▸ **Material for the task**:
╔══

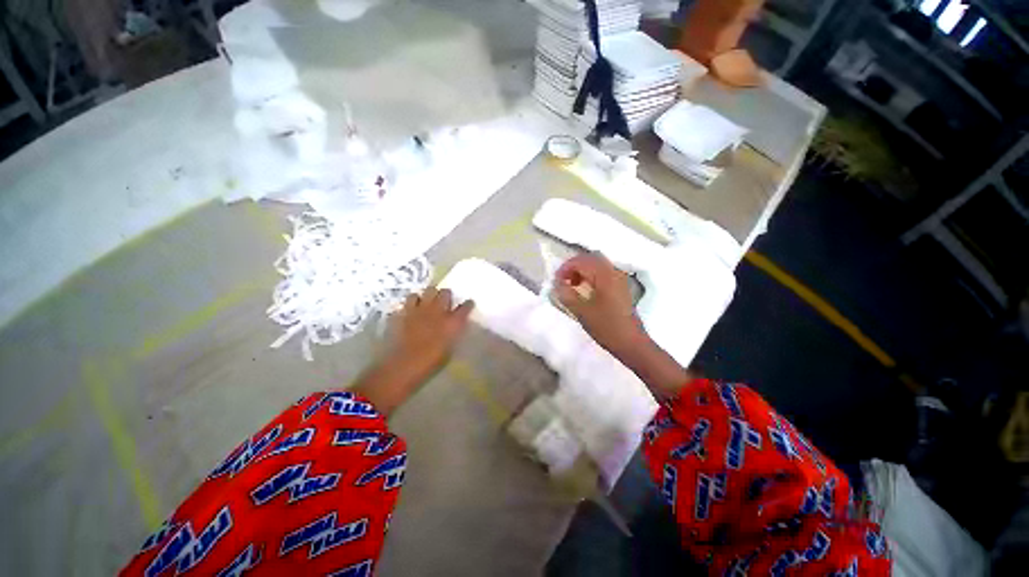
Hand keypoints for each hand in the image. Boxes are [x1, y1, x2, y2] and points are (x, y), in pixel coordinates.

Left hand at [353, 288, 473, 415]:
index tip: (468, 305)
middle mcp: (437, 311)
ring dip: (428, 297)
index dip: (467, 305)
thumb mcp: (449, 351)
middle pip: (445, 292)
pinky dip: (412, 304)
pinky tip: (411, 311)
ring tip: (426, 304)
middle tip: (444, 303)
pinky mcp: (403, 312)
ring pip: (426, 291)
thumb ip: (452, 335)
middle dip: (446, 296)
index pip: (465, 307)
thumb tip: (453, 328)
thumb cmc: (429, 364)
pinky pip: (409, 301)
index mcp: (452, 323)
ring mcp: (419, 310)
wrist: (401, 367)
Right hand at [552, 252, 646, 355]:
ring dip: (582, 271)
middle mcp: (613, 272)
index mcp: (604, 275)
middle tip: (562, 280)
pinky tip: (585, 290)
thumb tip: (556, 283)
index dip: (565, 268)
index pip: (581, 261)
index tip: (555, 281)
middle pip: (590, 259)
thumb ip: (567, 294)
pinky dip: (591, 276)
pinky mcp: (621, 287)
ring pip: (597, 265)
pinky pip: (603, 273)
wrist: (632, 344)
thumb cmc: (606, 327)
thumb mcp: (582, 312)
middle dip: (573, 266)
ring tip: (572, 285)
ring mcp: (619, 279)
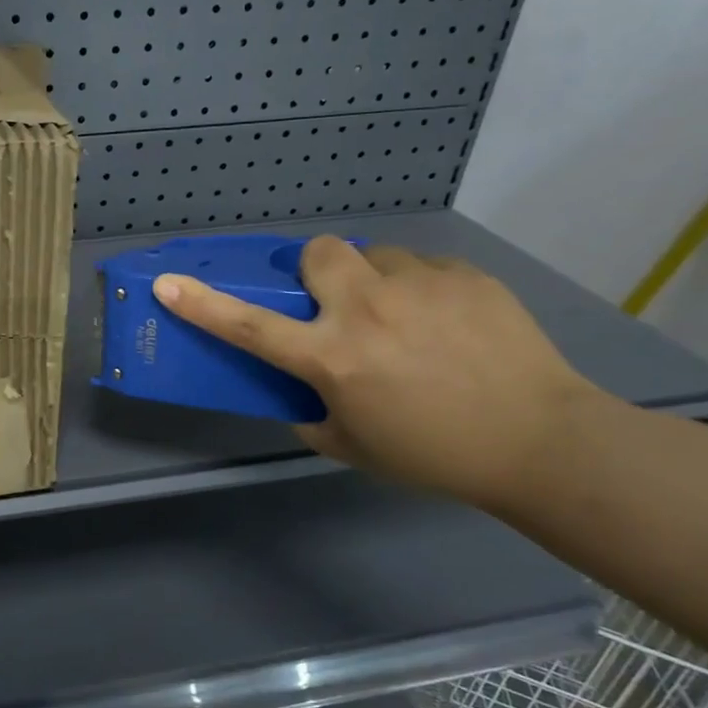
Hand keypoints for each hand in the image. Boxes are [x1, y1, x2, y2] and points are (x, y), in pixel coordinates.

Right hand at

╚══
╔══

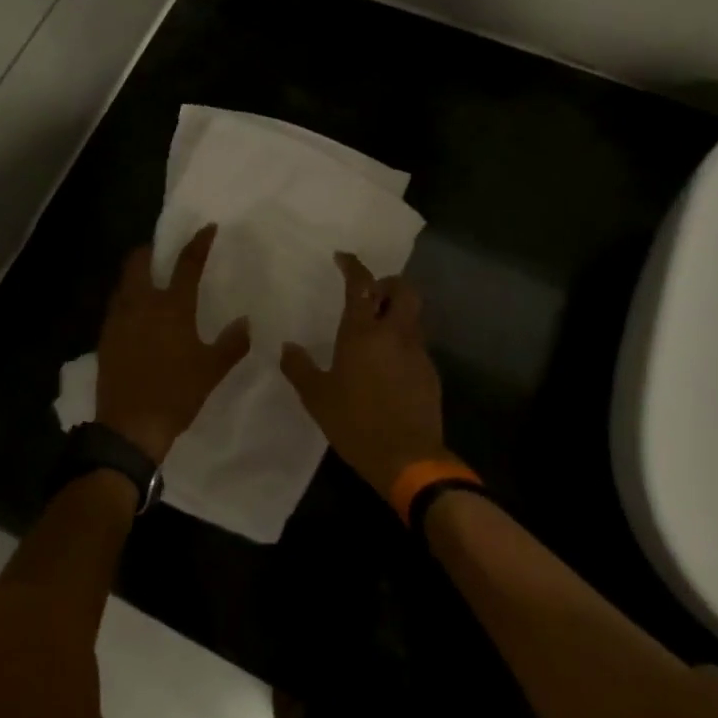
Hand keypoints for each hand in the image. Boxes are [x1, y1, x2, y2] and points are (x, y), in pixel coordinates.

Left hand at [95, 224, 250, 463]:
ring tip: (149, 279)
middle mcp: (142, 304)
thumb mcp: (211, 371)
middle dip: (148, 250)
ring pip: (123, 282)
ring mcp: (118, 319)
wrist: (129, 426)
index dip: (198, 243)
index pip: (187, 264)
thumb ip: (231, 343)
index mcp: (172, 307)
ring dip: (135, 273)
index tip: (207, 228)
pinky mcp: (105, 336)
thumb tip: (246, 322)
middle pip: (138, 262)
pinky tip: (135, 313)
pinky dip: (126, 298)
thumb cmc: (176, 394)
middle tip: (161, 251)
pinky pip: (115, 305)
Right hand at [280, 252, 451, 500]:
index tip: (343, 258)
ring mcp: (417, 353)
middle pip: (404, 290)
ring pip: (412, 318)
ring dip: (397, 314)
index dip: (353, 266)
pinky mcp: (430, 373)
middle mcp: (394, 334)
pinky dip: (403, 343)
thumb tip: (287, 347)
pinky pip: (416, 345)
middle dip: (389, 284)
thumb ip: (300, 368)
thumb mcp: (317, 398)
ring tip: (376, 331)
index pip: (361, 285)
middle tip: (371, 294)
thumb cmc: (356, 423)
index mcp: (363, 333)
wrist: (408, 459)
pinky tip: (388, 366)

╚══

▸ **Task requirements**: From the entries above, copy every line containing the word "Right".

▸ **Response below**:
Right hand at [552, 252, 646, 355]:
Right hand at
Right hand at [280, 252, 451, 500]:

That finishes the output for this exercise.